Bancos e serviços financeiros: um balanço de 2022 e projeções para 2023
Conheça temas que devem constar na agenda do setor, como o marco legal dos ativos virtuais e a nova regulamentação de câmbio
Assuntos
O ano de 2022 foi marcado pela inovação no mercado financeiro no âmbito legal e regulatório, com importantes medidas que visam trazer modernização e eficiência no setor. Temas como câmbio, créditos de caborno, ESG e criptoativos, que estavam há tempos sob expectativa de atualização e regulamentação, tiveram especial atenção no último ano e abriram caminho para ainda mais evolução financeira em 2023.
Confira uma análise de 2022 sob a perspectiva do mercado financeiro e tendências para este ano.
Nova regulamentação de câmbio
A Lei nº 14.286, que entrou em vigor em 30 de dezembro de 2022, regulamenta o mercado de câmbio e de capitais internacionais e visa a modernizar, simplificar e trazer mais eficiência ao setor.
Como resultado, o Banco Central do Brasil (BCB) publicou, ao longo de 2022, três consultas públicas (nºs 90, 91 e 93) com o objetivo de endereçar, junto ao mercado, os aspectos do sistema jurídico e regulatório cambial brasileiro regulamentados pela nova lei, sendo eles:
- As principais regras e princípios aplicáveis ao mercado de câmbio;
- As principais regras aplicáveis ao capital estrangeiro no Brasil e ao capital brasileiro mantido no exterior;
- As regras relativas à solicitação de dados pelo BCB aos agentes do mercado de câmbio para fins de pesquisa e estatísticas, a fim de subsidiar sua agenda regulatória, bem como a do Governo Federal;
- A revogação de normas que trazem insegurança jurídica e criam restrições ao mercado de câmbio brasileiro, que atualmente são incompatíveis com o estado dos mercados e práticas cambiais brasileiro e internacional.
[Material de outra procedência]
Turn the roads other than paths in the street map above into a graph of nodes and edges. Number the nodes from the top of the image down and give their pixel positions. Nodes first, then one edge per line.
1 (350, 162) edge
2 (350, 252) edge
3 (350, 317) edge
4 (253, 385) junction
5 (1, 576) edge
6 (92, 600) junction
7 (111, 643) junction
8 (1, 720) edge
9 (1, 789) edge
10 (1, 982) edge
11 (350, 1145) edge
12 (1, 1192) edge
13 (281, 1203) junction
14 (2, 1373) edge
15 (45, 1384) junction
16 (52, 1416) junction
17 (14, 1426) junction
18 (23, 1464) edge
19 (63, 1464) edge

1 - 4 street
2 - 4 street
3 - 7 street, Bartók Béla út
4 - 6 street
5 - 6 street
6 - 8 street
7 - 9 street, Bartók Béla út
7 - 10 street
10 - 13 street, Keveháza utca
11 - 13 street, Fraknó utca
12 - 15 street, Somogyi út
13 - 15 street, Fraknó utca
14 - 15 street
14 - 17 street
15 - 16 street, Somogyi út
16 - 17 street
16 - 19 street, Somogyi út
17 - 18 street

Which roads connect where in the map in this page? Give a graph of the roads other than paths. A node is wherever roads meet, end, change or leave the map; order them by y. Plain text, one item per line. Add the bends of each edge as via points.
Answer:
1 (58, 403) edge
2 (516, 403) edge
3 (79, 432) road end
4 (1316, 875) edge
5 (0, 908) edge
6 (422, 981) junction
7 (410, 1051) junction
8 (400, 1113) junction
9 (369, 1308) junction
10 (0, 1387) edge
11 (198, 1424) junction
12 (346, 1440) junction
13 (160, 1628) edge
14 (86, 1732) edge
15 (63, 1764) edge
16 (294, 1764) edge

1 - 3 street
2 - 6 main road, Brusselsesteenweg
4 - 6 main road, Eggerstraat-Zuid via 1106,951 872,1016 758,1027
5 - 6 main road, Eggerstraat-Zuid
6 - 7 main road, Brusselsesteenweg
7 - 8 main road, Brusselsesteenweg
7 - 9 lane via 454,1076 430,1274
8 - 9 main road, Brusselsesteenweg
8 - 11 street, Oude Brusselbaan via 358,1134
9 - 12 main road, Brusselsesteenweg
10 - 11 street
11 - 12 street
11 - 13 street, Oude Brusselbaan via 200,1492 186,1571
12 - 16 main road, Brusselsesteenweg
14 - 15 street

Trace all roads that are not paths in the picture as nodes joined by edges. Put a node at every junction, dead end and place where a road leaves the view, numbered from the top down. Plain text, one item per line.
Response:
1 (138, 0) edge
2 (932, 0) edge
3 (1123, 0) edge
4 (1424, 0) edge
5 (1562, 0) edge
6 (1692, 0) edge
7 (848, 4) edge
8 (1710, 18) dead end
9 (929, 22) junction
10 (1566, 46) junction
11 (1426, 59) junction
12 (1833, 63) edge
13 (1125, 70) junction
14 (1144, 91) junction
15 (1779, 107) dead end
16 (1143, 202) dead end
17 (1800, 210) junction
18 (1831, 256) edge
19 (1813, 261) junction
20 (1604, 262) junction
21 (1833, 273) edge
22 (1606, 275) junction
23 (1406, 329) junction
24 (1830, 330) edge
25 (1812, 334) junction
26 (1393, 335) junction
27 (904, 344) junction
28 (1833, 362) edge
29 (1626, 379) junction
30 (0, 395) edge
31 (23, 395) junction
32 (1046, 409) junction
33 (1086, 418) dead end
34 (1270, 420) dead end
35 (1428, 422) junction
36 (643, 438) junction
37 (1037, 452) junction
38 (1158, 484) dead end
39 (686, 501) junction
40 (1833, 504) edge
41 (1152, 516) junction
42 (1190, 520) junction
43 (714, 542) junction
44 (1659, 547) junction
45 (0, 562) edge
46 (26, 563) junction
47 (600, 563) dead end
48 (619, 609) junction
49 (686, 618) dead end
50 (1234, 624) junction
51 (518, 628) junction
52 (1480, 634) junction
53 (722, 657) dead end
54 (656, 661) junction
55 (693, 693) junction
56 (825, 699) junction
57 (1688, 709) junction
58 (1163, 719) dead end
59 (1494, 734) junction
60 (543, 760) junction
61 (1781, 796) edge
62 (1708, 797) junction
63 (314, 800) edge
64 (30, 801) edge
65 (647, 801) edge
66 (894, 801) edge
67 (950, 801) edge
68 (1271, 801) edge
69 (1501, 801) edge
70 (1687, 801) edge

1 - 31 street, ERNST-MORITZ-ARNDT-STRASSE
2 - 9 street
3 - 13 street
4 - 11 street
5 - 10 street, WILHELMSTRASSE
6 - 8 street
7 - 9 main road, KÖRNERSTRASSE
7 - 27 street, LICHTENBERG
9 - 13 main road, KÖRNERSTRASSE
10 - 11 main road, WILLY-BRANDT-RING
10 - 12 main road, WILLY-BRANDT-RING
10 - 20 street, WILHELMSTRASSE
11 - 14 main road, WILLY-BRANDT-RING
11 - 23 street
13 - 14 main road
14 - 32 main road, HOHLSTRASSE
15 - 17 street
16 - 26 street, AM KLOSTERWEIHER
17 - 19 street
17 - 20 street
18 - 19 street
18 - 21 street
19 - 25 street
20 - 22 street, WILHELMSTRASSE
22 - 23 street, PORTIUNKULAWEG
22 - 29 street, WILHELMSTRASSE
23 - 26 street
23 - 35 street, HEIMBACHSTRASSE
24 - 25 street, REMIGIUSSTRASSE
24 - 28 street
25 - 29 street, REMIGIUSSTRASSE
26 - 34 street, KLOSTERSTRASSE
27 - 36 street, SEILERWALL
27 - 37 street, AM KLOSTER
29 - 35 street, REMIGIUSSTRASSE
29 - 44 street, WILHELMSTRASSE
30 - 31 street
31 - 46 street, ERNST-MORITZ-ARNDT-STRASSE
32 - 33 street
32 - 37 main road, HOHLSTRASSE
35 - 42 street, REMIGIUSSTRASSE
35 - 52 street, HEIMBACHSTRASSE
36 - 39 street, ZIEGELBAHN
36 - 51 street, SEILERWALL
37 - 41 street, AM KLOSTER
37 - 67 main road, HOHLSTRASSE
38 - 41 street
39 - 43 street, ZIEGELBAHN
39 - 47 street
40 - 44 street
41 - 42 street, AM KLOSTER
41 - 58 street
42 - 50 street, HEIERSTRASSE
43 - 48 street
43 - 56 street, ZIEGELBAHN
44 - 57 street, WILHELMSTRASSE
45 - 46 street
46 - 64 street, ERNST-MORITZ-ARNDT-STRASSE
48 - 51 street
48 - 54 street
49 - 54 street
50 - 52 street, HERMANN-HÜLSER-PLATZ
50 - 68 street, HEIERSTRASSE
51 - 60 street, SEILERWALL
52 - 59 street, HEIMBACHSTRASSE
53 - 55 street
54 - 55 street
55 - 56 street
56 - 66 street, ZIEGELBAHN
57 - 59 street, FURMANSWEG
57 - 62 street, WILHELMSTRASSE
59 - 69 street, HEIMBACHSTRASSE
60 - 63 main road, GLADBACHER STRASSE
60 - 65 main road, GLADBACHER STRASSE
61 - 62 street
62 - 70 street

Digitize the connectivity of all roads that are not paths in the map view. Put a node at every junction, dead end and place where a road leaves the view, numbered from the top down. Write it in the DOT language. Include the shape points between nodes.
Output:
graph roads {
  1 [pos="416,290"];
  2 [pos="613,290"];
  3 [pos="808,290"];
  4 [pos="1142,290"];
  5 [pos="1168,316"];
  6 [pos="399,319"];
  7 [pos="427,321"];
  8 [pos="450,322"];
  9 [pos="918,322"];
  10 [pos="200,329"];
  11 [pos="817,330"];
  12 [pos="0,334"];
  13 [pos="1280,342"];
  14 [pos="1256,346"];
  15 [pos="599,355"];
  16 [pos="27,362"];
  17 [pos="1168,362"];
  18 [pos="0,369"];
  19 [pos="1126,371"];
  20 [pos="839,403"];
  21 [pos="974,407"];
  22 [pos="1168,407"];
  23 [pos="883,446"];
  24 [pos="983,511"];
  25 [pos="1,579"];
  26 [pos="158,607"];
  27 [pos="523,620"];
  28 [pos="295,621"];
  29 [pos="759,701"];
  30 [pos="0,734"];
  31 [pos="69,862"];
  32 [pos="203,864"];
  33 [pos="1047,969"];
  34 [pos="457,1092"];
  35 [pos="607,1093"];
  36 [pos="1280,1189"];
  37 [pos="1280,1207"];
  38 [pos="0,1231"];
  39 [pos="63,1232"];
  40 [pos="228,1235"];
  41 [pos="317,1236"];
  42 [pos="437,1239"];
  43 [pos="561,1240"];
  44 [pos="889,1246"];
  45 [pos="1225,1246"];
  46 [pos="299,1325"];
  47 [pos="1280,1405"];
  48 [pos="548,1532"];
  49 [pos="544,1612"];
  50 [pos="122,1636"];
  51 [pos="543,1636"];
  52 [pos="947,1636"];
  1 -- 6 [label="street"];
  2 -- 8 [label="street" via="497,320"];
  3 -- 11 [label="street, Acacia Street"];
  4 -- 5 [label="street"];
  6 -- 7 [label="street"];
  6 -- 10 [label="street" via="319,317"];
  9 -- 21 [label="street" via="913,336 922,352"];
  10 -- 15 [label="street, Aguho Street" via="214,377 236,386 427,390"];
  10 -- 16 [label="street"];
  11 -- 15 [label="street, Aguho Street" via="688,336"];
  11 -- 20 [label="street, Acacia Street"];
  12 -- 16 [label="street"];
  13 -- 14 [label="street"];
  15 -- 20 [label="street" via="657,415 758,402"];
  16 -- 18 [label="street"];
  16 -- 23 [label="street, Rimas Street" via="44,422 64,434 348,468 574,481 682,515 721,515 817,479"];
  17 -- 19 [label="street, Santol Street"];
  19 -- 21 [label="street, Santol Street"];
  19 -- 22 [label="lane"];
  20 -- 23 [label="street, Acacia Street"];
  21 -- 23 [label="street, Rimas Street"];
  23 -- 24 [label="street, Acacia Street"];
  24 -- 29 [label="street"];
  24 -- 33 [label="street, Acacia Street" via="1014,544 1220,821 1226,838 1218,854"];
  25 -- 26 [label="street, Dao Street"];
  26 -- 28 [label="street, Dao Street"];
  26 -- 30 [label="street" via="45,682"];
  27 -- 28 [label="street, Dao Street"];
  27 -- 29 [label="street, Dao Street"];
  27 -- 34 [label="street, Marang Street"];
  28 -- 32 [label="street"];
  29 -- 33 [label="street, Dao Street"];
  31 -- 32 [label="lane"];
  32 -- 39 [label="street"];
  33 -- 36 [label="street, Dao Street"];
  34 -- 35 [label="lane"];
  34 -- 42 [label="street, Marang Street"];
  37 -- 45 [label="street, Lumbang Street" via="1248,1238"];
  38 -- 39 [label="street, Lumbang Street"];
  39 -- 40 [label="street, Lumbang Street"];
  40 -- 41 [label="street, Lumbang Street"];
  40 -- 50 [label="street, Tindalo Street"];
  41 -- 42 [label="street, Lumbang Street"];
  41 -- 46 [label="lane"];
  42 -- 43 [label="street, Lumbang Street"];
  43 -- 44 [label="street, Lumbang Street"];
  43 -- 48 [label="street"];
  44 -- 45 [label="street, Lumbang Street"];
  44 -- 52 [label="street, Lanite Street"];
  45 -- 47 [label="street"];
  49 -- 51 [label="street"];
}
As consultas públicas 90 e 91 ensejaram a publicação das Resoluções BCB 5.042, 277, 278, 279 e 280, que entraram em vigor em 31 de dezembro de 2022. Espera-se, agora, a publicação das minutas relacionadas à Consulta Pública 93.
Marco legal dos ativos virtuais
Publicada em dezembro de 2022, a Lei nº 14.478 representa um marco significativo no mercado de criptoativos, passando a dispor sobre diretrizes a serem observadas na prestação de serviços de ativos virtuais e na regulamentação das prestadoras desses serviços.
A norma conceitua ativo virtual como a representação digital de valor que pode ser negociada ou transferida por meios eletrônicos e utilizada para a realização de pagamentos ou com o propósito de investimento. Assim, não estão sob a esfera de regulamentação da lei, dentre outros, as representações de ativos cuja emissão, escrituração, negociação ou liquidação esteja prevista em lei ou regulamento. Em relação esses, ressalta-se que a Comissão de Valores Mobiliários (CVM) publicou o Parecer de Orientação nº 40, que traz orientações sobre os ativos virtuais que se caracterizam como valores mobiliários.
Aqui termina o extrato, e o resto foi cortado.